Abraham Lincoln não teria oportunidade de pôr em
prática as suas ideias sobre a reconstrução do país. Seis dias após a rendição
do comandante das forças confederadas, general Robert Lee, Lincoln foi
assassinado. O crime ocorreu num camarote do Teatro Ford, durante a exibição da
peça Our American Cousin. O assassino foi o ator John Wilkes Boot, partidário
dos confederados e espião. A esposa de Lincoln, Mary Todd Lincoln, estava
sentada a seu lado. O major Henry Rathbone e sua noiva, Clara Harris,
acompanhavam-nos.
Boot era natural de Maryland. Planeara inicialmente
sequestrar Lincoln, para o trocar por prisioneiros confederados. Quando, a 11
de abril de 1865, ouviu o discurso em que Lincoln defendeu o direito de voto
para os negros, encheu-se de raiva e resolveu matá-lo.
Não se tratou de um atentado isolado. Existia uma
conspiração para assassinar também o general Ulisses S. Grant, que deveria
acompanhar o presidente ao teatro Ford, e para matar, noutros locais, o
vice-presidente Andrew Johson e o secretário de estado William Seward.
Grant escapou à morte por ter resolvido, à última hora,
viajar para a Pensivânia, em lugar de assistir à peça.
Ao intervalo do espectáculo, o guarda-costas do
presidente abandonou, por minutos, o camarote, para tomar uma bebida. O
assassino estava atento e aproveitou a oportunidade. Entrou e disparou um tiro
de revólver contra a nuca do presidente. Abraham Lincoln não viu o seu matador.
O major Rathbone atirou-se ao criminoso, mas foi
esfaqueado.
Um cirurgião do Exército, sentado próximo, acudiu de
imediato ao presidente.
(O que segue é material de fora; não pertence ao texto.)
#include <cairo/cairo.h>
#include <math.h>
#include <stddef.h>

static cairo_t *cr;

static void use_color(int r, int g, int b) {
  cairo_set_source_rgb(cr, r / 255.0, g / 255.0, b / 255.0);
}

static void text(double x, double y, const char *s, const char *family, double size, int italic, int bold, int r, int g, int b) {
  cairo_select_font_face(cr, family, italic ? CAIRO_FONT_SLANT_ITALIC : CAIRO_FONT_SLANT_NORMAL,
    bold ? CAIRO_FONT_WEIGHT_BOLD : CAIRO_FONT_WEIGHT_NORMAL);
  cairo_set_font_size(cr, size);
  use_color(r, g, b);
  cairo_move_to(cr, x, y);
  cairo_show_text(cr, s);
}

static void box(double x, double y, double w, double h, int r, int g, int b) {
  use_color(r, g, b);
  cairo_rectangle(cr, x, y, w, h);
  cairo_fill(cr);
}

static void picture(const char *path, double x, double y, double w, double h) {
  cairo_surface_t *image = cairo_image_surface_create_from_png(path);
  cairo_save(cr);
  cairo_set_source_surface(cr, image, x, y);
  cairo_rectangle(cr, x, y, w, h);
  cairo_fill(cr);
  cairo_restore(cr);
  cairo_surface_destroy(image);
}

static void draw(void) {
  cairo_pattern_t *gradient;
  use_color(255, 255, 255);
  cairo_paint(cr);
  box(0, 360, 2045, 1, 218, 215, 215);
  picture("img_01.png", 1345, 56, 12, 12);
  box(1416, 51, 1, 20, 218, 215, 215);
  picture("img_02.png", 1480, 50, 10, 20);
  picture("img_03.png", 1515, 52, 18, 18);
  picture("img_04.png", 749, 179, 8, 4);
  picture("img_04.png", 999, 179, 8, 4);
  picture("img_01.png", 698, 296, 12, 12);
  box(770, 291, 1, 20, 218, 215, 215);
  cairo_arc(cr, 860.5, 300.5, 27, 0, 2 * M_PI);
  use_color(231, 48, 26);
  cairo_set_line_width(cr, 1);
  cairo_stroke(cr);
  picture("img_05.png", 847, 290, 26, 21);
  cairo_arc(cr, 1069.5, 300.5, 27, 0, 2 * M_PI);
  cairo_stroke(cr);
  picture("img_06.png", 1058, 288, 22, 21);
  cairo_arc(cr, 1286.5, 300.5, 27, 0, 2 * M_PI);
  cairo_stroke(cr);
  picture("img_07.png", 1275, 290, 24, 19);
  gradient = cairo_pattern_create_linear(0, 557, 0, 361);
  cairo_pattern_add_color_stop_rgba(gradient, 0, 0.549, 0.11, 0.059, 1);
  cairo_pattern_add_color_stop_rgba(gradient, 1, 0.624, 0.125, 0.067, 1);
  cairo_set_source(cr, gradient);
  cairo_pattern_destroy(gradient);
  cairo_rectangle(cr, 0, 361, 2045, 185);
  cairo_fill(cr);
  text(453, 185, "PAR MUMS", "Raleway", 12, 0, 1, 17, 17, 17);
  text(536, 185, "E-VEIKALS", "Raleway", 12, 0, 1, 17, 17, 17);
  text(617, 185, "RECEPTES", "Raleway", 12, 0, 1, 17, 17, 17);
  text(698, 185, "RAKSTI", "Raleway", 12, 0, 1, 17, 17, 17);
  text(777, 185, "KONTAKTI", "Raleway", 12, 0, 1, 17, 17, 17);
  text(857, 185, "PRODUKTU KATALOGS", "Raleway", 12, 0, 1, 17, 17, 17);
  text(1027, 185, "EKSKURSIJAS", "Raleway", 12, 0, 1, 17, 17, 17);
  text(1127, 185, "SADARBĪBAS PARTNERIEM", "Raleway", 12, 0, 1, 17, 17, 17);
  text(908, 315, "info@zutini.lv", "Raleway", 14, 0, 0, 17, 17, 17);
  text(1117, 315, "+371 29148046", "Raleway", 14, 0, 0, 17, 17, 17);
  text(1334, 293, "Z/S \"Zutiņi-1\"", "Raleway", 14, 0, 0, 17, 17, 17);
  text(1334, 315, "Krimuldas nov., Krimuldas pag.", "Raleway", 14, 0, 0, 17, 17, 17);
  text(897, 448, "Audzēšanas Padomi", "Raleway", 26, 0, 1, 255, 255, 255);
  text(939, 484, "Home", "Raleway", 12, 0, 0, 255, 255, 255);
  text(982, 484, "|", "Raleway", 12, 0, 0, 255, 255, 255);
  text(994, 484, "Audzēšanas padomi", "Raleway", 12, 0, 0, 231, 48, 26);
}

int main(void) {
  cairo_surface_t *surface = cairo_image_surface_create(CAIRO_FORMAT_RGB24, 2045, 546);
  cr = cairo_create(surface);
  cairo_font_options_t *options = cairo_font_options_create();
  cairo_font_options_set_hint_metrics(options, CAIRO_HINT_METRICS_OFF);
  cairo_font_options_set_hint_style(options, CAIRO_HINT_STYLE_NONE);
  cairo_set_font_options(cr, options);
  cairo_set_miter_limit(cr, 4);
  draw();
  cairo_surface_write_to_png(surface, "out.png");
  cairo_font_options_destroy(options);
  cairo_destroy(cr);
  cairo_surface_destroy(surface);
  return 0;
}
Pouco havia a fazer. Lincoln entrou em coma e faleceu
nove horas depois.
O assassino fugiu.
Foi desencadeada uma caça ao homem. Dez dias após a
morte de Abraham Lincoln, John Wilkes Boot foi encontrado numa fazenda da
Virgínia. Tentou resistir à captura e foi abatido.
Não sabemos se a Guerra de Secessão podia ter sido evitada. Certo é que devastou a nova nação e colheu as vidas de milhares de americanos. Lembre-se que, apenas na batalha de Gettysburg, em três dias de lutas, morreram, foram feridos ou desapareceram cerca de 50.000 americanos, quase todos jovens. Por outro lado, a escravatura tinha os dias contados e ia desaparecendo, em quase todo o mundo. Os métodos de produção assentes no trabalho escravo tinham deixado de ser rentáveis.